Rosemont, le quartier où bat le cœur des Ukrainiens de Montréal
Quand il veulent se rassembler, les Ukrainiens de Montréal savent où aller: c’est dans Rosemont que la communauté se retrouve pour célébrer sa culture. Kim Pawliw, doctorante à l’Université Laval, s’est penchée sur la question.
Après l’Ukraine et la Russie, c’est au Canada qu’on trouve la plus grande population d’Ukrainiens. En 2011, ils comptaient pour 4% de la population canadienne, selon une étude menée par la Société canadienne d’études ethniques.
Ils seraient par ailleurs plus de 43 000 au Québec, dont 40 000 à Montréal, note le Congrès des Ukrainiens canadiens (CUC). Et c’est dans l’arrondissement de Rosemont que leur cœur bat le plus fort. Au fil du temps, le quartier est en effet devenu le point d’ancrage de la communauté sur l’île.
Des liens rassembleurs
«Il y a beaucoup d’associations ukrainiennes pour la jeunesse où les enfants peuvent aller, confie Ruslana Molostsova, bénévole à la paroisse catholique de l’Assomption-de-la-Vierge-Marie, sur la 10e Avenue. Il y a aussi une épicerie qui vend des produits du pays. On y trouve des produits qu’on aime.»
Rosemont abrite ainsi deux associations pour la jeunesse, SUM et PLAST, le parc de l’Ukraine, deux résidences pour personnes âgées et même une Caisse Desjardins ukrainienne.
«C’est une grande communauté ici. Quand on arrive ici, on essaie de s’en rapprocher», affirme Ruslana.

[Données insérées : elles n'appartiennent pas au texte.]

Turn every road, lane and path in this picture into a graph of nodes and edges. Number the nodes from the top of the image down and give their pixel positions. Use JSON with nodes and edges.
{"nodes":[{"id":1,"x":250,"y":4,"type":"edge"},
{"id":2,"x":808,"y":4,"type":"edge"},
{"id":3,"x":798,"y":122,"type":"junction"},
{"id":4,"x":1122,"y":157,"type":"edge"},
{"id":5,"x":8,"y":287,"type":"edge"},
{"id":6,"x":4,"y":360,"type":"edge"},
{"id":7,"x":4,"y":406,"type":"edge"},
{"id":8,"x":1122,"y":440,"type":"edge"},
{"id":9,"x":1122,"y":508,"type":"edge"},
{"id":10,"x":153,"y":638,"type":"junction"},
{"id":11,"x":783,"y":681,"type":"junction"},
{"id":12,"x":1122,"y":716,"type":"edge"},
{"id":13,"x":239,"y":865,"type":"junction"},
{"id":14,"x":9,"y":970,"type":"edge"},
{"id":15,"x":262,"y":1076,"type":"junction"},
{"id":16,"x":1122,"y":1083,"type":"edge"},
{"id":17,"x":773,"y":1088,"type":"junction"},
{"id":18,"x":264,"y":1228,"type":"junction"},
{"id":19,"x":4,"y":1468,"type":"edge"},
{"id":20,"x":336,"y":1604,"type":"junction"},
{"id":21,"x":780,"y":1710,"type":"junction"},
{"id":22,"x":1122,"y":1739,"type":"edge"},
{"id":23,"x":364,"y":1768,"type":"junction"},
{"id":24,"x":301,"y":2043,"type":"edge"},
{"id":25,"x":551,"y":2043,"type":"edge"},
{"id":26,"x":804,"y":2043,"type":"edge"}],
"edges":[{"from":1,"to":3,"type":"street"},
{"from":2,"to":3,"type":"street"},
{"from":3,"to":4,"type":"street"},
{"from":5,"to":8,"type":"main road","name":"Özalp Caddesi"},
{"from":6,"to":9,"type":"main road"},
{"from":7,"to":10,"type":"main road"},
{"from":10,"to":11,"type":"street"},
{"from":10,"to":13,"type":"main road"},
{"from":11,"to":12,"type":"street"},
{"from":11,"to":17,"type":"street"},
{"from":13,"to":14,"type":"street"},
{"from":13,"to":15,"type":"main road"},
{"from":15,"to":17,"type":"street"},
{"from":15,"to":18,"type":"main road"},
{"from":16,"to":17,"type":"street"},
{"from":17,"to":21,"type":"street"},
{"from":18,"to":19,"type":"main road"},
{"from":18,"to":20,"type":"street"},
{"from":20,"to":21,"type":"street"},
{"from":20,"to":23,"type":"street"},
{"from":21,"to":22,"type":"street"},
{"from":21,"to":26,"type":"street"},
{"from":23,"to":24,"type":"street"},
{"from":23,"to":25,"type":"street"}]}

Alors qu’elle réside à Villeray, la femme de 51 ans explique qu’elle se rend régulièrement dans le quartier afin de «se retrouver».
«On vient ici à l’église le dimanche», ajoute-t-elle.
Car c’est bien autour de la religion que se retrouvent de nombreux Ukrainiens montréalais.
Historiquement, c’est «un peuple très religieux». «Quand ils sont arrivés, la vie locale s’est organisée autour des églises», analyse Kim Pawliw, chargée de cours et étudiante au doctorat à l’Université Laval et dont le projet universitaire s’intitule La reconstruction de la valeur symbolique d’un quartier. Étude de Rosemont en tant que «quartier ukrainien».
«Partout où ils se sont établis, [les Ukrainiens] ont développé certaines de leurs institutions, poursuit la doctorante. Les deux églises orthodoxes ukrainiennes de Rosemont, Saint-Sophie et Sainte-Marie, ont attiré davantage [d’Ukrainiens] dans le quartier.»
Selon le prêtre Ihor Oshchipko, la paroisse catholique de l’arrondissement compte environ 2000 familles à elle seule, sans compter les deux paroisses orthodoxes qui se trouvent à Rosemont.
Un repère pour la communauté
Même si de nos jours, la communauté ukrainienne se retrouve «de plus en plus dispersée» comme le souligne Kim Pawliw, Rosemont reste son repère.
Le samedi matin, c’est là que les enfants peuvent venir apprendre la langue de leur pays d’origine, dans des écoles ukrainiennes.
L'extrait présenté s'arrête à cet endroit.